The epidemiology data for candidiasis indicate an increase in Candida glabrata infections. Moreover, several reports have shown an increasing number of drug-resistant cases of these infections. The source of drug resistance can often be traced to genetic mutations in genes related to a drug's mechanism of action. Therefore, we conducted whole genome sequencing of several drug-resistant isolates of Candida glabrata collected from patients hospitalized in Eastern Poland to assess whether mutations in selected genes correlated with susceptibility analysis results. The fungal species from patient samples were identified, and the isolated Candida glabrata were subjected to antifungal drug susceptibility testing. The results were interpreted according to the EUCAST and CLSI recommendations. Susceptibility to 5-flucytosine was assessed using the ATB FUNGUS kit. Libraries were prepared according to the NEXTERA XT DNA Library Prep and subsequently sequenced. The outcomes indicated common resistance to two of the three analyzed echinocandins, as well as two cases of simultaneous resistance to echinocandins and selected azole-based drugs.
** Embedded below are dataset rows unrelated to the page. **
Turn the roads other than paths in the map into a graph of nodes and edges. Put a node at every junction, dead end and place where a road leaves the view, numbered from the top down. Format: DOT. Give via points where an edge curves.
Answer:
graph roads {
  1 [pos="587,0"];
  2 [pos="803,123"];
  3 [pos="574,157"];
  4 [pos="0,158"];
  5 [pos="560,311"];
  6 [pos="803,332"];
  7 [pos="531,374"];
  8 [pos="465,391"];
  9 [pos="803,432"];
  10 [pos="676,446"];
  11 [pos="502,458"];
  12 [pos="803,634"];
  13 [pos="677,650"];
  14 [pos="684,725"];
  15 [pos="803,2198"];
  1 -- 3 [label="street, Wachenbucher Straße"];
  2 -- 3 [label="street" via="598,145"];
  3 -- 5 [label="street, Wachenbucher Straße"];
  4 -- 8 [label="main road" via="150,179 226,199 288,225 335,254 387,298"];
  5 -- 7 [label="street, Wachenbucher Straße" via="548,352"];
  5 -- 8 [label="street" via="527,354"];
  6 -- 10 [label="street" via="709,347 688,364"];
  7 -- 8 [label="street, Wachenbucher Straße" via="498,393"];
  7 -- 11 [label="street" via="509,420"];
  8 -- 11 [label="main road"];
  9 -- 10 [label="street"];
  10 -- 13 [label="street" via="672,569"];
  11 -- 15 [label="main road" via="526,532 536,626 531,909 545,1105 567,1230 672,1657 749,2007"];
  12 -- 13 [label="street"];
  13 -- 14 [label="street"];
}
We detected several previously reported mutations in selected resistance-related genes, as well as five that are first described here: ERG5 (M267I), ERG6 (R57K), PDH1 (K438Q, V434I, F600V, V1192S), FCY1 (M129T), and FCY2 (I384F). Neither of the identified nonsynonymous mutations was correlated with the drug resistance demonstrated in the susceptibility testing. Furthermore, we can exclude the possibility of acquired drug resistance, thereby raising questions about the possibility of unknown mechanisms of resistance to azole-based and echinocandin drugs.